Toutefois, il est relevé que la société Axa France IARD a seulement entendu garantir ses droits en saisissant le juge du fond dans l'attente de la décision de la cour d'appel, et qu'en outre, la caducité évoquée par l'appelante ne concerne pas la valeur du protocole transactionnel mais porte sur des délais de paiement accordés postérieurement au protocole au groupe AMG/Art de construire pour s'acquitter des sommes dues.



Au regard de l'ensemble de ces éléments, il appert que la société Axa France IARD dispose d'une créance certaine, liquide, exigible et dénuée de toute contestation sérieuse quant à son existence ou son quantum.



Dès lors, il convient d'infirmer dans sa totalité la décision déférée, et statuant à nouveau d'ordonner l'inscription au passif de la SCCV Bon Pasteur 1, la créance de la société Axa France IARD pour la somme de 769.059,48 euros.





Sur les demandes accessoires



La SCCV Bon Pasteur 1 et la Selarl [C] [H] échouant en leurs prétentions, elle seront condamnées à supporter les dépens de première instance et de la procédure d'appel, qui seront tirés en frais privilégiés de procédure.



L'équité commande d'accorder à la société Axa France IARD une indemnisation sur le fondement de l'article 700 du code de procédure civile.

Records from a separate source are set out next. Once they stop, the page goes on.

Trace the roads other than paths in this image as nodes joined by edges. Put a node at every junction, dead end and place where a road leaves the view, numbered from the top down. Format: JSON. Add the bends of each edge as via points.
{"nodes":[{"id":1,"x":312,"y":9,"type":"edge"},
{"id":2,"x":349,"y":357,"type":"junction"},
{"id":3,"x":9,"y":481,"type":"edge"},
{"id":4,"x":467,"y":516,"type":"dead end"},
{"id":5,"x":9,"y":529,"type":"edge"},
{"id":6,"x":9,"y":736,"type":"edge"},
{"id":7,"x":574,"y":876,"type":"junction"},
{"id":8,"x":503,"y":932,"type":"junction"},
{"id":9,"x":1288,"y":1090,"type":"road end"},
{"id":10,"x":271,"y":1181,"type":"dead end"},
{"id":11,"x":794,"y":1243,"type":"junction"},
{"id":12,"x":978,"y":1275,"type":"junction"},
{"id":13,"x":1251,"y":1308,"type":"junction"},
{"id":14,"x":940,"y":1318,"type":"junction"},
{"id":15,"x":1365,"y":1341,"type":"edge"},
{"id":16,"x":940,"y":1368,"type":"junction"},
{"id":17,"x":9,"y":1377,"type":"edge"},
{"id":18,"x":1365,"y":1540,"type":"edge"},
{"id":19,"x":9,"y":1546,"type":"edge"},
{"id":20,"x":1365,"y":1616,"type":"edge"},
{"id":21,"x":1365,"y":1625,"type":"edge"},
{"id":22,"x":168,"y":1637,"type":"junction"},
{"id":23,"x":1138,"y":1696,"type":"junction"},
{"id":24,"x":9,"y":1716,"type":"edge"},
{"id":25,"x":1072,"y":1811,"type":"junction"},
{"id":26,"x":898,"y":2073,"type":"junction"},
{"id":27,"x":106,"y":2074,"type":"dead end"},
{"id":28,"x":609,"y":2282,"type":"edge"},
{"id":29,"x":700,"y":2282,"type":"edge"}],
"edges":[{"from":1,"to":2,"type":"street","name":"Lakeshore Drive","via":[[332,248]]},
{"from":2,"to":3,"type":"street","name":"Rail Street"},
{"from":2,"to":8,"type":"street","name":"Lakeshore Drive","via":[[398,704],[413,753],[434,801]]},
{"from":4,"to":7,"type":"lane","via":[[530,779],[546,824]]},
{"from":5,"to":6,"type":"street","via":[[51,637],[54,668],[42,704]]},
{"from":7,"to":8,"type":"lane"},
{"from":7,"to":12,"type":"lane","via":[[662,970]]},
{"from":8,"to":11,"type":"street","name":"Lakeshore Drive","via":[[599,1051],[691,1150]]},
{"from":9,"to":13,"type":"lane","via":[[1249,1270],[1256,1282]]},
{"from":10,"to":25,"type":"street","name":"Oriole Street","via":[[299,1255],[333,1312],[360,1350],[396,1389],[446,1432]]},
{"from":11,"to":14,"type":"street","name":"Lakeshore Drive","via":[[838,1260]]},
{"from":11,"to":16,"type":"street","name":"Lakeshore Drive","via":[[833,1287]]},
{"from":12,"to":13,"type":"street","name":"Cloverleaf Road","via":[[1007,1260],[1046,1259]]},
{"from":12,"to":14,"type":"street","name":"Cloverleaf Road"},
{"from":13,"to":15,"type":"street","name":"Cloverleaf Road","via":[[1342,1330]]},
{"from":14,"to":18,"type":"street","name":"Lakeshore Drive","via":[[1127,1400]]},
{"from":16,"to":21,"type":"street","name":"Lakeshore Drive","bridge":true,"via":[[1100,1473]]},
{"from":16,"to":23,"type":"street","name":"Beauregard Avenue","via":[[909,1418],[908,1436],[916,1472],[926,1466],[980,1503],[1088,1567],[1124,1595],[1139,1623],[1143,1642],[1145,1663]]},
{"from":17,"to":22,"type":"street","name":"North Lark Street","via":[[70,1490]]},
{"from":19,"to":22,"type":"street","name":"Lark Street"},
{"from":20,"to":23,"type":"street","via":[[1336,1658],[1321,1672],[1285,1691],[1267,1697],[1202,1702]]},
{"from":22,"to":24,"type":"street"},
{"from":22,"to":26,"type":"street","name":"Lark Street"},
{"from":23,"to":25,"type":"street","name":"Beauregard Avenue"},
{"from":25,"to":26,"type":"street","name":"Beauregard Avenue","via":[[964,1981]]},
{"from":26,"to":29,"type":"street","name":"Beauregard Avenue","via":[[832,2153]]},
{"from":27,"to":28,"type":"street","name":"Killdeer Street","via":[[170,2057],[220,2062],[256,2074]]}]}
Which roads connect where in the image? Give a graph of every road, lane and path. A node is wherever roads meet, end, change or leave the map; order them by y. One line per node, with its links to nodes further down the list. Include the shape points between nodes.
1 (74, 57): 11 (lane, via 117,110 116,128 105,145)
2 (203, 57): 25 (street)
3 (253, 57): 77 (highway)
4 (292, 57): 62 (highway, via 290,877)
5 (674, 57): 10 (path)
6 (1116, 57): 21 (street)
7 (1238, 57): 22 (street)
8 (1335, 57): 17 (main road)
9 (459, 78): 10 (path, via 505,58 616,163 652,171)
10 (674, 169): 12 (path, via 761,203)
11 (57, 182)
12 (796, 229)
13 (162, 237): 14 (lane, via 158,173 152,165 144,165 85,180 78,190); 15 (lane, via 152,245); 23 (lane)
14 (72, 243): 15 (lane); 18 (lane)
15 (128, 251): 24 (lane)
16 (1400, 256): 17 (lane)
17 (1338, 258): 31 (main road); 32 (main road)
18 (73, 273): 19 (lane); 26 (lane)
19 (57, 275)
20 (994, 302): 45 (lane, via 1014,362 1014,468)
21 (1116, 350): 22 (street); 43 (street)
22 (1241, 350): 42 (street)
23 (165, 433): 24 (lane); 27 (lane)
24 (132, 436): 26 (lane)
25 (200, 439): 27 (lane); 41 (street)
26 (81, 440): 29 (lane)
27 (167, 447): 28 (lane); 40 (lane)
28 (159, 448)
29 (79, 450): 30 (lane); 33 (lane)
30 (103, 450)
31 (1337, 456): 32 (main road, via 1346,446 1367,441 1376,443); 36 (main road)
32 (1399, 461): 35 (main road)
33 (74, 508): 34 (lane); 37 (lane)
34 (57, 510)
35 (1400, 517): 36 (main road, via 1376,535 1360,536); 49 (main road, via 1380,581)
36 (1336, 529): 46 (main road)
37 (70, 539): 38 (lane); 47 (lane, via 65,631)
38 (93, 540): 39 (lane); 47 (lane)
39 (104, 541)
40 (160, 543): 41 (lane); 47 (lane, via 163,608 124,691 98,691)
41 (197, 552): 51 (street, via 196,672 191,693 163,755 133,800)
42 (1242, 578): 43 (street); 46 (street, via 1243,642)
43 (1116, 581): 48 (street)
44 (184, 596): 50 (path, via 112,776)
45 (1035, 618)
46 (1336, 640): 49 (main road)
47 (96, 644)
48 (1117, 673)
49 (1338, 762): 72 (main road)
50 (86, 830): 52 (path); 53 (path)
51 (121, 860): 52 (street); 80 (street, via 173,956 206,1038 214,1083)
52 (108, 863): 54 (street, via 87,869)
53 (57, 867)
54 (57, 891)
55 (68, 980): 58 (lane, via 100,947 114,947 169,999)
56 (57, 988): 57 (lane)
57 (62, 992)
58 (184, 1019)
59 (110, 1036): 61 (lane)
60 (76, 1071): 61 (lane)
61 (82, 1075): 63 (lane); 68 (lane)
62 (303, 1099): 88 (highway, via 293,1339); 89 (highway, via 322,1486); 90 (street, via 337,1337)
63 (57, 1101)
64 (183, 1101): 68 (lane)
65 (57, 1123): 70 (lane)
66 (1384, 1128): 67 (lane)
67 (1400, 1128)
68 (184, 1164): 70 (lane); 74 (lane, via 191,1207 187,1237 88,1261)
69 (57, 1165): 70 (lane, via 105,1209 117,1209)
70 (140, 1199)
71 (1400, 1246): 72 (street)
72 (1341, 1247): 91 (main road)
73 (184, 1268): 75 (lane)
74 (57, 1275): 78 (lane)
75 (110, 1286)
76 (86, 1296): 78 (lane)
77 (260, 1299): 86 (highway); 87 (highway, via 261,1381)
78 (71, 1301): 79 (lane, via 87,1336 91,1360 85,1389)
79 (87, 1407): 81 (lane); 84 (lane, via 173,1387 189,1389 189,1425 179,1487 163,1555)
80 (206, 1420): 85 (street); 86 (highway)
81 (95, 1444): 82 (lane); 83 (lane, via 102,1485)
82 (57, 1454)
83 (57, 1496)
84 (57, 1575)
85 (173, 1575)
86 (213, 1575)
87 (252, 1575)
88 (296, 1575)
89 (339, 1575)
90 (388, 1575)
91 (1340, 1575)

La somme de 2.500 euros lui sera octroyée, et sera inscrite au passif de la SCCV Bon Pasteur 1, seule condamnée à ce titre.







PAR CES MOTIFS



La Cour, statuant publiquement, dans les limites de l'appel,



Infirme la décision déférée dans son intégralité ;





Statuant à nouveau



Ordonne l'inscription au passif de la SCCV Bon Pasteur 1 de la créance de la société Axa Assurance IARD pour la somme de 769.059,48 euros,



Condamne la SCCV Bon Pasteur 1 et la Selarl [C] [H] en sa qualité de liquidateur judiciaire à supporter les entiers dépens de la procédure de première instance et d'appel qui seront tirés en frais privilégiés de la procédure,



Octroie à la SA Axa France Iard la somme de 2.500 euros à titre d'indemnisation sur le fondement de l'article 700 du code de procédure civile,



Ordonne l'inscription de cette somme au passif de la SCCV Bon Pasteur 1.